Dava, icra takibine yapılan itirazın iptali talebine ilişkindir. İcra takibine konu alacak faturadan kaynaklanmaktadır. 2004 sayılı İİK’nun 50/1 md. uyarınca 6100 sayılı HMK’daki yetki hükümleri (HMK md. 6-18) ilamsız icradaki yetki hakkında kıyasen uygulanır. HMK’nun 6. maddesi gereğince bir davada genel yetkili mahkeme davalının yerleşim yeri mahkemesidir. Aynı kanunun 10. maddesinde sözleşmeden doğan davalar için sözleşmenin ifâ edileceği yer mahkemesinin de yetkili olduğu belirtilmiştir. Ayrıca 6098 sayılı TBK’nun 89. maddesi uyarınca para alacağına ilişkin davalarda aksi kararlaştırılmadıkça para borcunun alacaklının yerleşim yerinde ödenmesi gerektiğinden alacaklının bulunduğu yer mahkemesi de yetkilidir.

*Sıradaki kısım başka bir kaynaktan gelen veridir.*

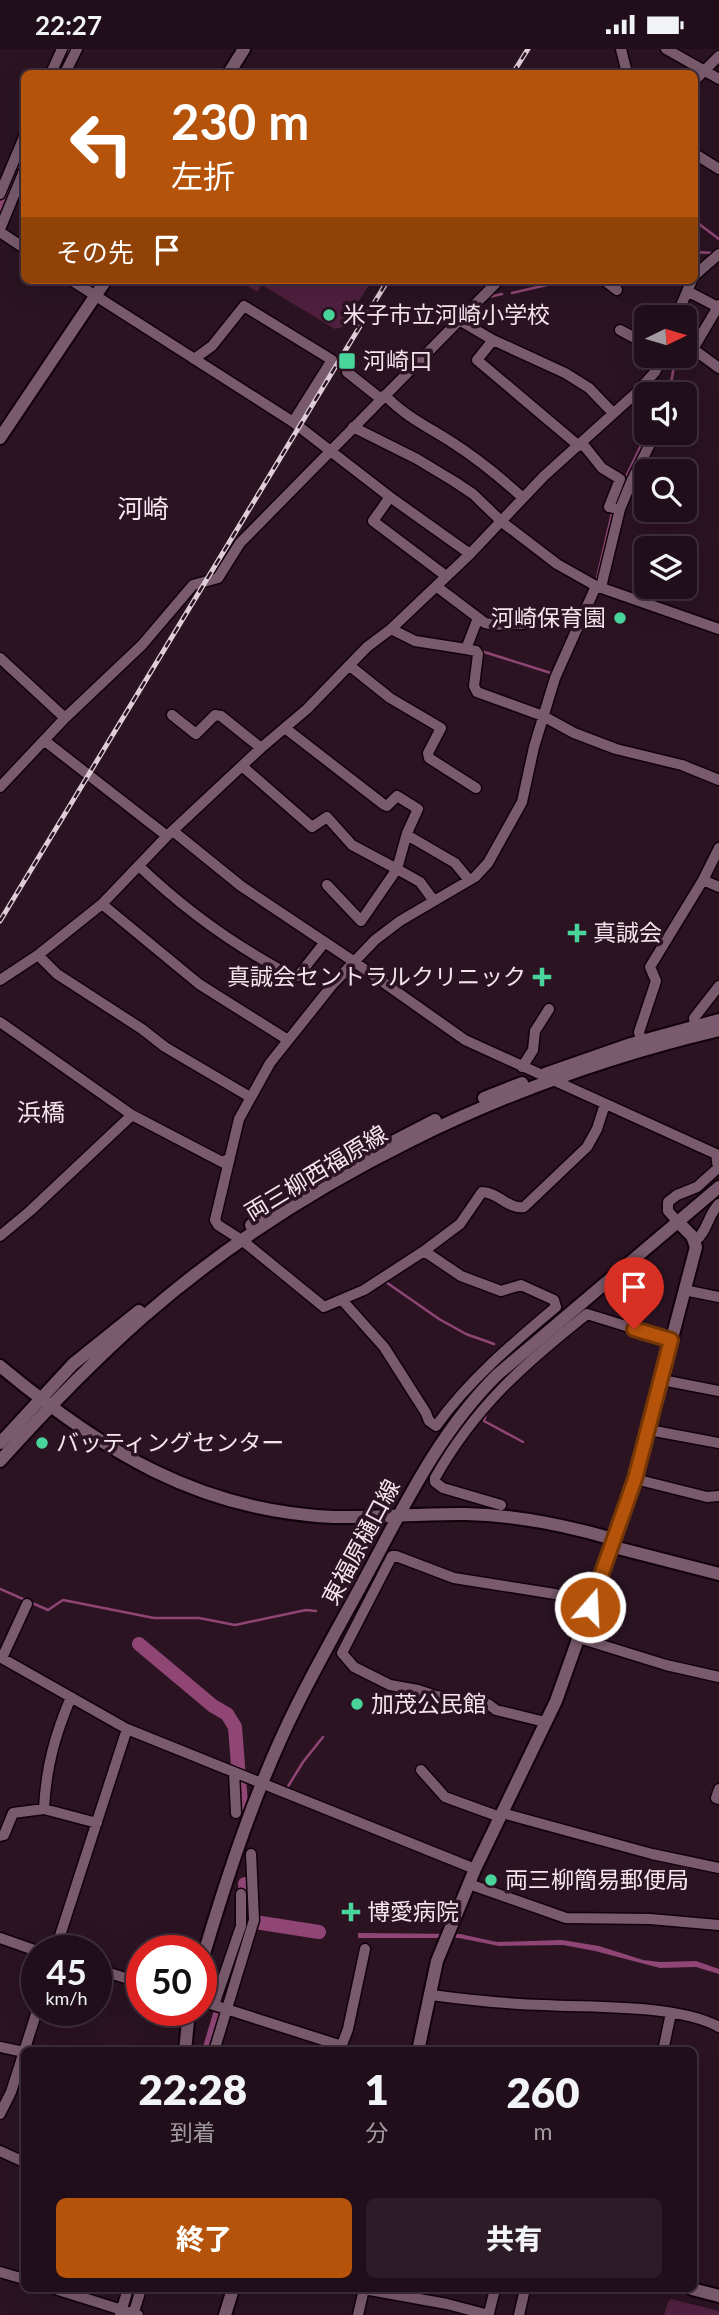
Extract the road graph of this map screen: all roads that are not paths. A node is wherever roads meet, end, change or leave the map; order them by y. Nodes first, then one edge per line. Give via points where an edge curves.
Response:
1 (62, 49) edge
2 (77, 49) edge
3 (244, 49) edge
4 (621, 49) edge
5 (666, 49) edge
6 (719, 56) edge
7 (52, 70) edge
8 (66, 70) edge
9 (231, 70) edge
10 (626, 70) edge
11 (705, 71) junction
12 (698, 77) edge
13 (719, 79) edge
14 (21, 144) edge
15 (698, 156) edge
16 (719, 169) edge
17 (21, 178) edge
18 (0, 194) edge
19 (0, 231) edge
20 (21, 247) edge
21 (719, 254) edge
22 (698, 272) edge
23 (77, 284) edge
24 (104, 284) edge
25 (495, 284) edge
26 (609, 284) edge
27 (690, 284) edge
28 (617, 290) dead end
29 (687, 291) junction
30 (96, 297) junction
31 (681, 305) edge
32 (718, 306) edge
33 (459, 320) junction
34 (620, 330) dead end
35 (634, 338) edge
36 (493, 340) junction
37 (194, 359) junction
38 (657, 368) edge
39 (719, 368) edge
40 (347, 372) dead end
41 (646, 382) edge
42 (634, 395) edge
43 (383, 397) junction
44 (613, 413) junction
45 (293, 422) junction
46 (353, 427) junction
47 (0, 438) edge
48 (581, 445) junction
49 (649, 445) edge
50 (330, 450) junction
51 (390, 497) junction
52 (523, 498) junction
53 (616, 508) junction
54 (502, 522) junction
55 (470, 554) junction
56 (446, 576) junction
57 (436, 586) junction
58 (598, 586) junction
59 (478, 618) junction
60 (578, 625) junction
61 (391, 629) junction
62 (719, 629) edge
63 (466, 649) junction
64 (0, 658) edge
65 (350, 666) junction
66 (172, 715) dead end
67 (543, 716) junction
68 (65, 718) junction
69 (285, 728) junction
70 (45, 741) junction
71 (261, 748) junction
72 (242, 766) junction
73 (719, 781) edge
74 (0, 787) edge
75 (475, 788) dead end
76 (170, 834) junction
77 (407, 835) junction
78 (719, 848) edge
79 (139, 866) junction
80 (397, 869) junction
81 (469, 880) junction
82 (703, 880) junction
83 (327, 885) dead end
84 (719, 887) edge
85 (434, 901) junction
86 (102, 904) junction
87 (325, 942) junction
88 (38, 955) junction
89 (354, 961) junction
90 (0, 980) edge
91 (719, 986) edge
92 (548, 1010) dead end
93 (719, 1020) edge
94 (0, 1022) edge
95 (695, 1026) junction
96 (719, 1030) edge
97 (288, 1040) junction
98 (641, 1041) junction
99 (522, 1067) junction
100 (546, 1078) junction
101 (250, 1097) junction
102 (606, 1104) junction
103 (132, 1115) junction
104 (228, 1160) junction
105 (719, 1187) edge
106 (719, 1204) edge
107 (678, 1222) junction
108 (0, 1236) edge
109 (238, 1239) junction
110 (695, 1241) junction
111 (424, 1251) junction
112 (684, 1290) junction
113 (719, 1297) edge
114 (342, 1300) junction
115 (671, 1340) junction
116 (0, 1366) edge
117 (498, 1374) junction
118 (662, 1380) junction
119 (719, 1391) edge
120 (44, 1402) junction
121 (649, 1430) junction
122 (0, 1443) edge
123 (719, 1443) edge
124 (0, 1461) edge
125 (635, 1479) junction
126 (719, 1496) edge
127 (501, 1504) dead end
128 (398, 1516) junction
129 (612, 1543) junction
130 (719, 1574) edge
131 (27, 1604) dead end
132 (590, 1604) junction
133 (341, 1623) junction
134 (354, 1629) junction
135 (579, 1638) junction
136 (1, 1657) edge
137 (719, 1677) edge
138 (71, 1697) junction
139 (545, 1722) junction
140 (127, 1729) junction
141 (421, 1770) dead end
142 (238, 1774) junction
143 (262, 1784) junction
144 (719, 1789) edge
145 (719, 1799) edge
146 (44, 1809) junction
147 (236, 1814) dead end
148 (501, 1815) junction
149 (97, 1823) junction
150 (0, 1836) edge
151 (251, 1854) dead end
152 (719, 1868) edge
153 (475, 1869) junction
154 (468, 1884) junction
155 (240, 1894) dead end
156 (719, 1925) edge
157 (60, 1935) edge
158 (210, 1935) edge
159 (0, 1938) edge
160 (21, 1945) edge
161 (365, 1949) dead end
162 (431, 1995) junction
163 (217, 2006) edge
164 (221, 2007) junction
165 (671, 2013) junction
166 (32, 2026) edge
167 (188, 2026) edge
168 (719, 2027) edge
169 (0, 2047) edge
170 (26, 2047) edge
171 (185, 2047) edge
172 (215, 2047) edge
173 (335, 2047) edge
174 (342, 2047) edge
175 (419, 2047) edge
176 (664, 2047) edge
177 (21, 2051) edge
178 (21, 2061) edge
179 (0, 2114) edge
180 (0, 2151) edge
181 (21, 2161) edge
182 (0, 2272) edge
183 (21, 2278) edge
184 (697, 2290) edge
185 (64, 2292) edge
186 (127, 2292) edge
187 (140, 2292) edge
188 (232, 2292) edge
189 (363, 2292) edge
190 (379, 2292) edge
191 (494, 2292) edge
192 (524, 2292) edge
193 (719, 2296) edge
194 (121, 2312) edge
195 (489, 2314) edge
196 (134, 2315) edge
197 (225, 2315) edge
198 (358, 2315) edge
199 (519, 2315) edge

1 - 7 street
2 - 8 street
3 - 9 main road
4 - 10 street
5 - 11 street
6 - 11 street
11 - 12 street
11 - 13 street
14 - 18 street
15 - 16 street
17 - 19 street
19 - 20 street
21 - 22 street
23 - 30 street
24 - 30 main road
25 - 33 street
26 - 28 street
27 - 29 street
29 - 31 street
29 - 32 street
30 - 37 street
30 - 47 main road
32 - 39 street via 694,349
33 - 36 street
33 - 43 street
34 - 35 street
36 - 44 street via 573,378
36 - 48 street via 477,360
37 - 45 street
37 - 45 street via 212,346 244,306 331,360
38 - 41 street
40 - 43 street
42 - 44 street
43 - 46 street
43 - 52 street via 456,445
44 - 48 street
45 - 50 street
46 - 50 street
46 - 54 street via 455,482
48 - 52 street
48 - 53 street via 602,468 620,479 609,507
49 - 53 street
50 - 51 street
50 - 68 street via 240,543 218,578 193,585 142,645
51 - 55 street
51 - 56 street via 373,521
52 - 54 street
53 - 58 street
54 - 55 street
54 - 58 street via 557,564
55 - 56 street
56 - 57 street
57 - 59 street
57 - 61 street
58 - 60 street
58 - 62 street
59 - 60 street via 495,625 537,623 540,615 560,616
59 - 63 street
60 - 67 street
61 - 63 street via 415,641
61 - 65 street
63 - 67 street via 478,654 475,691
64 - 68 street
65 - 69 street
65 - 75 street via 390,698 441,728 429,758
66 - 71 street via 196,734 215,715 221,716
67 - 73 street via 616,749 682,765
67 - 81 street via 522,802 488,863
68 - 70 street
69 - 71 street
69 - 77 street via 383,804 387,806 397,796 418,809
70 - 74 street
70 - 76 street
71 - 72 street
72 - 76 street
72 - 80 street via 312,828 327,817 352,845
76 - 79 street
76 - 87 street
77 - 80 street
77 - 81 street via 455,863
78 - 82 street
79 - 86 street
79 - 87 street via 226,937 294,977
80 - 83 street via 361,921
80 - 85 street via 421,882
81 - 85 street
82 - 84 street
82 - 98 street via 652,969 656,981 639,1032
85 - 89 street via 400,921
86 - 88 street
86 - 97 street via 199,984
87 - 89 street
88 - 90 street
88 - 101 street via 57,974 165,1047
89 - 97 street
89 - 99 street via 465,1040
91 - 95 street via 694,1018
92 - 99 street
93 - 95 main road, 両三柳西福原線
94 - 103 street
95 - 98 main road, 両三柳西福原線
96 - 100 main road, 両三柳西福原線
97 - 101 street
98 - 100 main road, 両三柳西福原線
99 - 100 street
100 - 102 street
100 - 109 main road, 両三柳西福原線 via 442,1117 370,1153 307,1187
101 - 104 street
102 - 107 street via 716,1154 718,1168 698,1187 668,1202 668,1211
102 - 111 street via 587,1147 524,1207 482,1192 460,1224
103 - 104 street via 224,1163
103 - 108 street
104 - 109 street via 215,1220
105 - 107 main road, 東福原樋口線
106 - 110 street
107 - 110 main road
107 - 117 main road, 東福原樋口線
109 - 114 street via 324,1307
109 - 120 main road, 両三柳西福原線 via 73,1364
110 - 112 main road
111 - 114 street
111 - 117 street via 461,1276 501,1291 521,1285 554,1300 556,1307
112 - 113 street
112 - 115 main road
114 - 117 street via 384,1347 436,1426 451,1405
115 - 117 street via 587,1314
115 - 118 main road
116 - 120 main road
117 - 127 street via 491,1398 462,1433 435,1482
117 - 128 main road, 東福原樋口線 via 440,1442
118 - 119 street
118 - 121 main road
120 - 122 main road, 両三柳西福原線
120 - 124 main road, 両三柳西福原線
120 - 128 main road via 150,1471 213,1496 289,1513
121 - 123 street
121 - 125 main road
125 - 126 street
125 - 129 main road
128 - 129 main road via 518,1518
128 - 133 main road, 東福原樋口線
129 - 130 main road
129 - 132 main road
131 - 136 street
132 - 134 street via 454,1578 392,1556
132 - 135 main road
133 - 134 street
133 - 143 main road, 東福原樋口線
134 - 139 street via 342,1653 354,1667 376,1679
135 - 137 street
135 - 139 main road
136 - 138 street
138 - 140 street
138 - 146 street via 48,1766
139 - 148 main road
140 - 142 street
140 - 149 street
141 - 148 street via 445,1797
142 - 143 street
142 - 147 street
143 - 153 street
143 - 158 main road, 東福原樋口線
144 - 145 street
146 - 149 street
146 - 150 street via 13,1813
148 - 152 street
148 - 153 main road
149 - 157 street
151 - 164 street via 254,1920
153 - 154 main road
154 - 156 street via 566,1918
154 - 162 main road via 437,1961
155 - 164 street via 241,1926
159 - 160 street
161 - 174 street
162 - 165 street
162 - 175 main road
163 - 164 street
164 - 172 street
164 - 173 street
165 - 168 street via 702,2018
165 - 176 street
166 - 170 street
167 - 171 main road
169 - 177 street
178 - 179 street
180 - 181 street
182 - 183 street
184 - 193 main road
185 - 194 street
186 - 194 street
187 - 196 street
188 - 197 main road
189 - 198 street
190 - 195 street
191 - 195 street
192 - 199 street
194 - 196 street

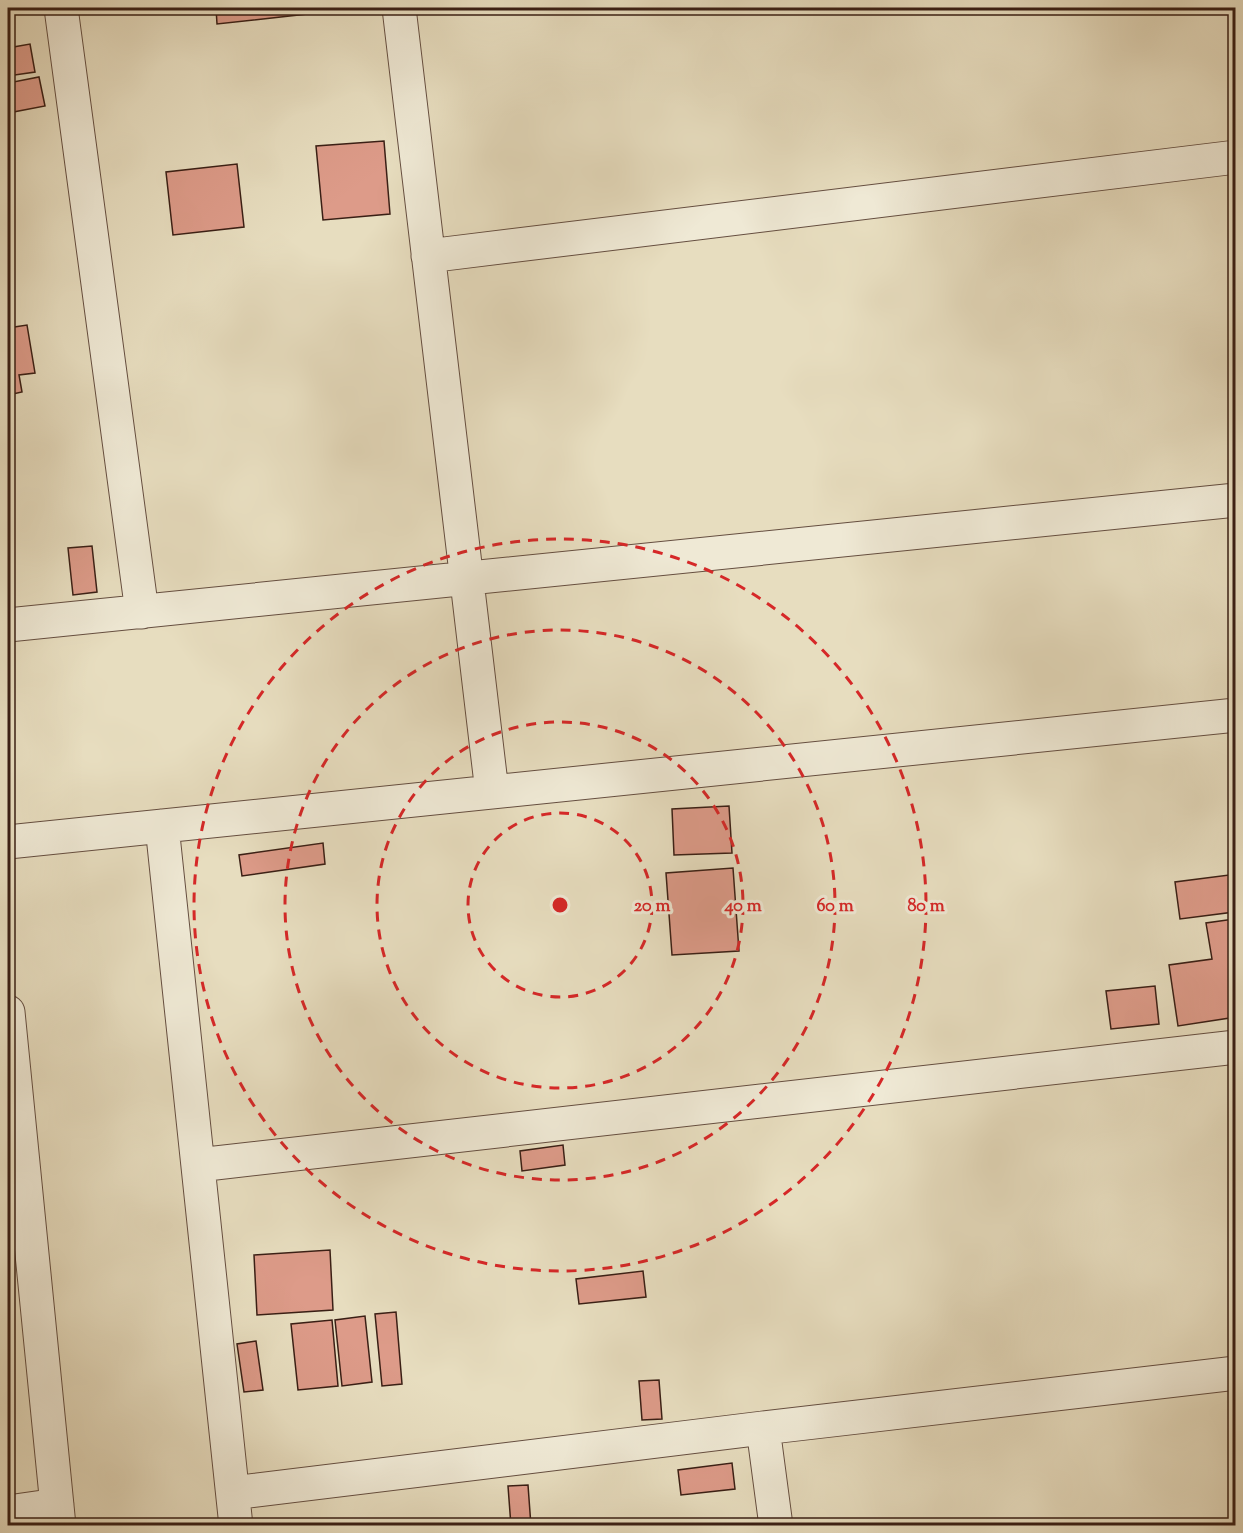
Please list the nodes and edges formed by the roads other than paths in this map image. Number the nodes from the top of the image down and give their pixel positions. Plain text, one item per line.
1 (60, 8) edge
2 (399, 8) edge
3 (1236, 157) edge
4 (428, 256) junction
5 (1236, 500) edge
6 (466, 579) junction
7 (142, 612) junction
8 (8, 625) edge
9 (1236, 715) edge
10 (492, 792) junction
11 (162, 826) junction
12 (8, 842) edge
13 (8, 1012) edge
14 (1236, 1047) edge
15 (198, 1165) junction
16 (17, 1196) edge
17 (1236, 1373) edge
18 (763, 1428) junction
19 (233, 1493) junction
20 (8, 1512) edge
21 (58, 1515) edge
22 (236, 1526) edge
23 (776, 1526) edge

1 - 7 street
2 - 4 street
3 - 4 street
4 - 6 street
5 - 6 street
6 - 7 street
6 - 10 street
7 - 8 street
9 - 10 street
10 - 11 street
11 - 12 street
11 - 15 street
13 - 16 street
14 - 15 street
15 - 19 street
16 - 21 street
17 - 18 street
18 - 19 street
18 - 23 street
19 - 22 street
20 - 21 street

Somut olayda; davacı tarafından taraflar arasında ki sözleşme ile İstanbul Mahkemelerinin yetkili olarak belirlendiği iddia edilmiş olsa da dosyaya sunulan sözleşmenin incelenmesinde davalı tarafın imzasının bulunmadığı tespit edildiğinden yetki sözleşmesinin geçerli olmayıp, yetkili mahkemenin Hukuk Muhakemeleri Kanunu 6. Madde ve Türk Borçlar Kanunu 89. Madde birlikte değerlendirilerek tespit dilmesi gerekmektedir. Davalı vekili ödeme emrine itiraz dilekçesi ile yetkiye itiraz etmiş, davalı şirketin dava tarihindeki yerleşim yerinin Kayseri olması nedeniyle Kayseri İcra Dairelerinin yetkili olduğunu beyan etmiştir. Dosyanın incelenmesinde davalı şirketin merkezinin dava tarihinde ki adresinin Kayseri olduğu, davacı şirketin merkezinin dava tarihinde ki yerleşim yerinin ise Üsküdar/İstanbul olduğu tespit edilmiştir. Davaya konu, iptali talep edilen icra takibi …21. İcra Müdürlüğün’de açılmıştır. İtirazın iptali davasında takibin yetkili icra dairesinde başlatılmış olması dava şartıdır. Davalı-borçlu tarafın yasal süresi içerisinde icra dairesinin yetkisine yapmış olduğu itirazın kabulüne karar verilerek HMK 114, 115/2 md. gereği dava şartının olmaması nedeni ile aşağıdaki şekilde hüküm kurmak gerektiği kanaatine varılmıştır.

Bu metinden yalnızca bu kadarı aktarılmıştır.